Keith HennesseyKeith Hennessey is the outgoing chief economic adviser to President Bush and director of the National Economic Council. When Obama takes office, Lawrence Summers will take his place.
“Our assumptions are that the economy will begin to recover early in the next president’s term,” Hennessey recently told CNBC, “but it’s too early to say exactly when.” (I can already hear the cynics among you: he’s just setting up his old boss as the real fixer and the new guy as the lucky inheritor.)
Hennessey held this job for just over a year; for the five years before that he was deputy director of the N.E.C. and spent the previous five years working for Trent Lott. He has also done governmental work in health economics and tax reform; early on, in the private sector, he worked on Symantec’s Q&A database program.
There are an awful lot of economic issues to consider these days — the estate tax and gas tax, the T.A.R.P. drawdown, oil prices – to say nothing of the broader recession and the stock-market miasma.

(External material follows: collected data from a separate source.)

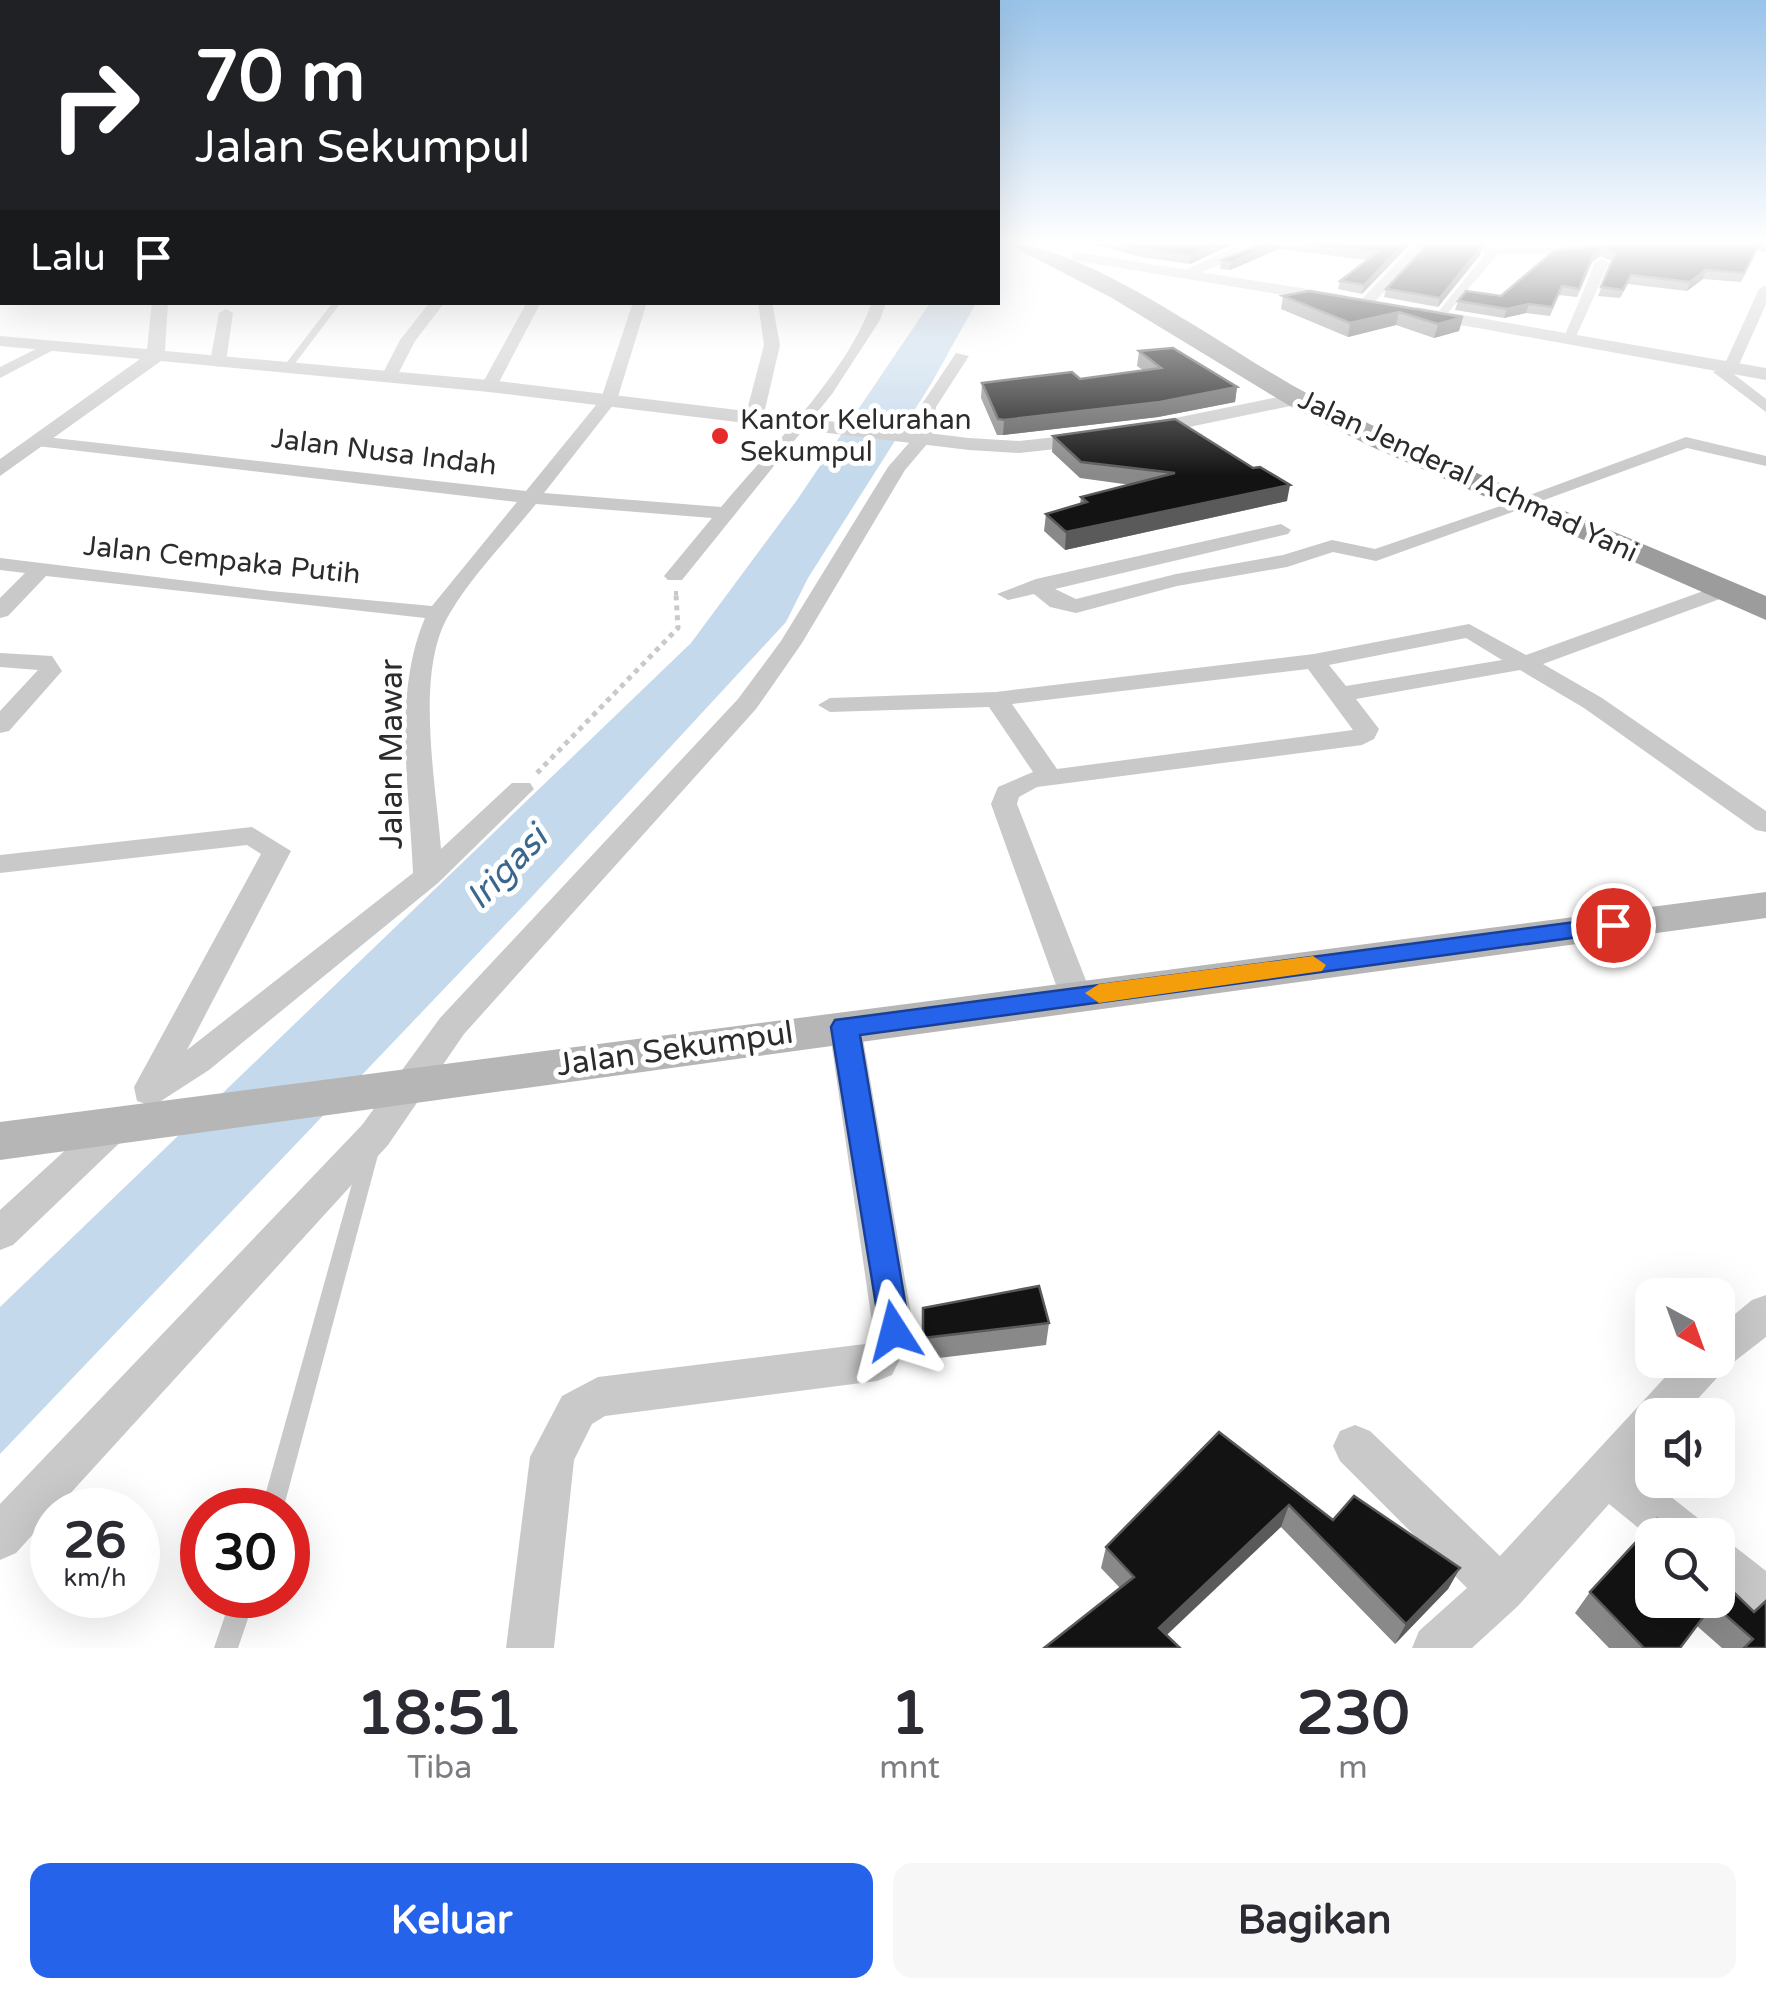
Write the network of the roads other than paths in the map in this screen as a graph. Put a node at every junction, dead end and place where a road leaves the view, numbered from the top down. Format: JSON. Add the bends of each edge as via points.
{"nodes":[{"id":1,"x":158,"y":321,"type":"edge"},
{"id":2,"x":225,"y":321,"type":"edge"},
{"id":3,"x":323,"y":321,"type":"edge"},
{"id":4,"x":423,"y":321,"type":"edge"},
{"id":5,"x":524,"y":321,"type":"edge"},
{"id":6,"x":634,"y":321,"type":"edge"},
{"id":7,"x":772,"y":321,"type":"edge"},
{"id":8,"x":872,"y":321,"type":"edge"},
{"id":9,"x":1175,"y":321,"type":"edge"},
{"id":10,"x":1181,"y":321,"type":"edge"},
{"id":11,"x":1455,"y":321,"type":"edge"},
{"id":12,"x":1575,"y":321,"type":"edge"},
{"id":13,"x":1751,"y":321,"type":"edge"},
{"id":14,"x":1198,"y":332,"type":"junction"},
{"id":15,"x":0,"y":341,"type":"edge"},
{"id":16,"x":1565,"y":341,"type":"junction"},
{"id":17,"x":51,"y":347,"type":"junction"},
{"id":18,"x":961,"y":356,"type":"dead end"},
{"id":19,"x":155,"y":357,"type":"junction"},
{"id":20,"x":218,"y":362,"type":"junction"},
{"id":21,"x":4,"y":368,"type":"edge"},
{"id":22,"x":287,"y":368,"type":"junction"},
{"id":23,"x":1726,"y":370,"type":"junction"},
{"id":24,"x":1766,"y":377,"type":"edge"},
{"id":25,"x":390,"y":378,"type":"junction"},
{"id":26,"x":489,"y":386,"type":"junction"},
{"id":27,"x":1298,"y":398,"type":"junction"},
{"id":28,"x":609,"y":400,"type":"junction"},
{"id":29,"x":1766,"y":407,"type":"edge"},
{"id":30,"x":754,"y":418,"type":"junction"},
{"id":31,"x":800,"y":423,"type":"junction"},
{"id":32,"x":916,"y":436,"type":"junction"},
{"id":33,"x":37,"y":441,"type":"junction"},
{"id":34,"x":1766,"y":461,"type":"edge"},
{"id":35,"x":0,"y":469,"type":"edge"},
{"id":36,"x":534,"y":498,"type":"junction"},
{"id":37,"x":1529,"y":500,"type":"junction"},
{"id":38,"x":725,"y":513,"type":"junction"},
{"id":39,"x":1280,"y":530,"type":"dead end"},
{"id":40,"x":0,"y":564,"type":"edge"},
{"id":41,"x":41,"y":569,"type":"junction"},
{"id":42,"x":675,"y":576,"type":"road end"},
{"id":43,"x":1036,"y":585,"type":"junction"},
{"id":44,"x":1720,"y":590,"type":"junction"},
{"id":45,"x":1766,"y":592,"type":"edge"},
{"id":46,"x":1008,"y":594,"type":"dead end"},
{"id":47,"x":1766,"y":609,"type":"edge"},
{"id":48,"x":0,"y":611,"type":"edge"},
{"id":49,"x":438,"y":613,"type":"junction"},
{"id":50,"x":0,"y":660,"type":"edge"},
{"id":51,"x":1314,"y":661,"type":"junction"},
{"id":52,"x":1528,"y":662,"type":"junction"},
{"id":53,"x":1343,"y":694,"type":"junction"},
{"id":54,"x":996,"y":699,"type":"junction"},
{"id":55,"x":830,"y":705,"type":"dead end"},
{"id":56,"x":0,"y":726,"type":"edge"},
{"id":57,"x":1050,"y":778,"type":"junction"},
{"id":58,"x":521,"y":790,"type":"road end"},
{"id":59,"x":1766,"y":824,"type":"edge"},
{"id":60,"x":0,"y":864,"type":"edge"},
{"id":61,"x":428,"y":876,"type":"junction"},
{"id":62,"x":1766,"y":905,"type":"edge"},
{"id":63,"x":1076,"y":996,"type":"junction"},
{"id":64,"x":845,"y":1027,"type":"junction"},
{"id":65,"x":414,"y":1084,"type":"junction"},
{"id":66,"x":164,"y":1104,"type":"junction"},
{"id":67,"x":114,"y":1126,"type":"junction"},
{"id":68,"x":375,"y":1135,"type":"junction"},
{"id":69,"x":0,"y":1142,"type":"edge"},
{"id":70,"x":0,"y":1234,"type":"edge"},
{"id":71,"x":1766,"y":1312,"type":"edge"},
{"id":72,"x":1735,"y":1338,"type":"edge"},
{"id":73,"x":1691,"y":1378,"type":"edge"},
{"id":74,"x":1671,"y":1398,"type":"edge"},
{"id":75,"x":1635,"y":1439,"type":"edge"},
{"id":76,"x":1355,"y":1446,"type":"dead end"},
{"id":77,"x":1607,"y":1474,"type":"junction"},
{"id":78,"x":278,"y":1488,"type":"edge"},
{"id":79,"x":1662,"y":1518,"type":"edge"},
{"id":80,"x":0,"y":1538,"type":"edge"},
{"id":81,"x":1735,"y":1576,"type":"edge"},
{"id":82,"x":1501,"y":1589,"type":"junction"},
{"id":83,"x":1766,"y":1602,"type":"edge"},
{"id":84,"x":236,"y":1618,"type":"edge"},
{"id":85,"x":226,"y":1648,"type":"edge"},
{"id":86,"x":530,"y":1648,"type":"edge"},
{"id":87,"x":1436,"y":1648,"type":"edge"}],
"edges":[{"from":1,"to":19,"type":"street"},
{"from":2,"to":20,"type":"street"},
{"from":3,"to":22,"type":"lane"},
{"from":4,"to":25,"type":"street"},
{"from":5,"to":26,"type":"street"},
{"from":6,"to":28,"type":"street","name":"Jalan Mawar"},
{"from":7,"to":30,"type":"street"},
{"from":8,"to":31,"type":"street"},
{"from":9,"to":14,"type":"highway","name":"Jalan Jenderal Achmad Yani"},
{"from":10,"to":14,"type":"highway"},
{"from":11,"to":16,"type":"street"},
{"from":12,"to":16,"type":"street"},
{"from":13,"to":23,"type":"street"},
{"from":14,"to":27,"type":"highway","name":"Jalan Jenderal Achmad Yani"},
{"from":14,"to":37,"type":"highway"},
{"from":15,"to":17,"type":"street"},
{"from":16,"to":23,"type":"street"},
{"from":17,"to":19,"type":"street"},
{"from":17,"to":21,"type":"street"},
{"from":18,"to":32,"type":"street"},
{"from":19,"to":20,"type":"street"},
{"from":19,"to":33,"type":"street"},
{"from":20,"to":22,"type":"street"},
{"from":22,"to":25,"type":"street"},
{"from":23,"to":24,"type":"street"},
{"from":23,"to":29,"type":"street"},
{"from":25,"to":26,"type":"street"},
{"from":26,"to":28,"type":"street"},
{"from":27,"to":32,"type":"street","via":[[1117,435],[1019,447]]},
{"from":27,"to":37,"type":"highway","name":"Jalan Jenderal Achmad Yani"},
{"from":28,"to":30,"type":"street"},
{"from":28,"to":36,"type":"street","name":"Jalan Mawar"},
{"from":30,"to":31,"type":"street"},
{"from":31,"to":32,"type":"street"},
{"from":31,"to":38,"type":"street"},
{"from":32,"to":65,"type":"street","via":[[792,643],[747,704],[452,1026]]},
{"from":33,"to":35,"type":"street"},
{"from":33,"to":36,"type":"street","name":"Jalan Nusa Indah"},
{"from":34,"to":37,"type":"street","via":[[1686,442]]},
{"from":36,"to":38,"type":"street","name":"Jalan Nusa Indah"},
{"from":36,"to":49,"type":"street","name":"Jalan Mawar"},
{"from":37,"to":43,"type":"street","via":[[1376,554],[1332,546],[1076,606]]},
{"from":37,"to":44,"type":"highway","name":"Jalan Jenderal Achmad Yani"},
{"from":37,"to":45,"type":"highway"},
{"from":38,"to":42,"type":"street"},
{"from":39,"to":43,"type":"street"},
{"from":40,"to":41,"type":"street","name":"Jalan Cempaka Putih"},
{"from":41,"to":48,"type":"street"},
{"from":41,"to":49,"type":"street","name":"Jalan Cempaka Putih"},
{"from":43,"to":46,"type":"street"},
{"from":44,"to":47,"type":"highway","name":"Jalan Jenderal Achmad Yani"},
{"from":44,"to":52,"type":"street"},
{"from":49,"to":61,"type":"street","name":"Jalan Mawar","via":[[422,652]]},
{"from":50,"to":56,"type":"street","via":[[44,661],[50,671]]},
{"from":51,"to":52,"type":"street","via":[[1460,630],[1481,634]]},
{"from":51,"to":53,"type":"street"},
{"from":51,"to":54,"type":"street"},
{"from":52,"to":53,"type":"street"},
{"from":52,"to":59,"type":"street"},
{"from":53,"to":57,"type":"street","via":[[1366,729],[1353,740]]},
{"from":54,"to":55,"type":"street"},
{"from":54,"to":57,"type":"street"},
{"from":57,"to":63,"type":"street","via":[[1017,784],[1004,804]]},
{"from":58,"to":61,"type":"street"},
{"from":60,"to":66,"type":"street","via":[[252,836],[277,850]]},
{"from":61,"to":66,"type":"street","name":"Jalan Mawar","via":[[197,1060]]},
{"from":62,"to":63,"type":"main road","name":"Jalan Sekumpul"},
{"from":63,"to":64,"type":"main road","name":"Jalan Sekumpul"},
{"from":64,"to":65,"type":"main road","name":"Jalan Sekumpul"},
{"from":64,"to":86,"type":"street","via":[[894,1331],[886,1351],[877,1362],[598,1398],[577,1410],[552,1457]]},
{"from":65,"to":66,"type":"main road","name":"Jalan Sekumpul"},
{"from":65,"to":68,"type":"street"},
{"from":66,"to":67,"type":"main road","name":"Jalan Sekumpul"},
{"from":67,"to":69,"type":"main road","name":"Jalan Sekumpul"},
{"from":67,"to":70,"type":"street"},
{"from":68,"to":78,"type":"lane"},
{"from":68,"to":80,"type":"street"},
{"from":71,"to":72,"type":"street"},
{"from":73,"to":74,"type":"street"},
{"from":75,"to":77,"type":"street"},
{"from":76,"to":82,"type":"street"},
{"from":77,"to":79,"type":"street"},
{"from":77,"to":82,"type":"street"},
{"from":81,"to":83,"type":"street"},
{"from":82,"to":87,"type":"street"},
{"from":84,"to":85,"type":"lane"}]}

Feel free to ask Hennessey questions about all these subjects and more. I am guessing you will ask far more questions than he’s able to answer, but whatever the case, we will post his replies here in short order.
Addendum: Hennessey answers your questions here.

How much of a president’s economic policy is influenced by external factors such as Congress, party pressures, etc.?
I suppose there are subsets to this question: how much of the highly publicized policy and how much quiet, everyday policy are influenced as such?
My question:
“What does America have to do to have a budget surplus next year?”
hopefully that will make my headline prediction come true
In theory, the ‘market’ will correct itself after a sharp downturn in the economy much faster than if the government artifically props it up over a longer term. This artificial stimulation will inturn make a recession or depression last longer than if the ‘market’ were left to its own stimulants.
Question
Does the government take this into consideration? I believe the governments main reason for the artificial stimulation is to avoid mass chaos if the job market collapsed overnight. However, could we expect faster recovery otherwise?
What do you think of dramatically increasing the gas tax (say, maybe $2-3 a gallon), and to offset that increase with a reduction in income tax so that net taxes to the government stay the same. Do you think this is an appropriate way to manage the traffic and environmental issues caused by American drivers?
Why did Treasury not just allow the weak banks to fail and inject capital into the more stable banks to buy those assets?
What are some of the most absurd economic assumptions Washington politicians are guilty of making, and that you’ve had to ‘advise’ against in your position?
On what economic merit does the government justify farm subsidies?
Why does ethanol warrant such heavy government support when all indications are that it is an inefficient fuel substitute? What explanations are given to justify the inflation of other food prices to make an inefficient fuel supplement?
A few questions:
Was there a conscious attempt by the Bush administration to pursue a weaker dollar to shrink the trade deficit?
Why is an economic downturn now viewed as enough of a crisis to increase deficit spending?
As the deficit continues to climb by unsustainable amounts, who will be lending the money to the government to maintain normal operating costs?
And just out of curiosity:
Did Bush express a fondness for any particular economists’ theories?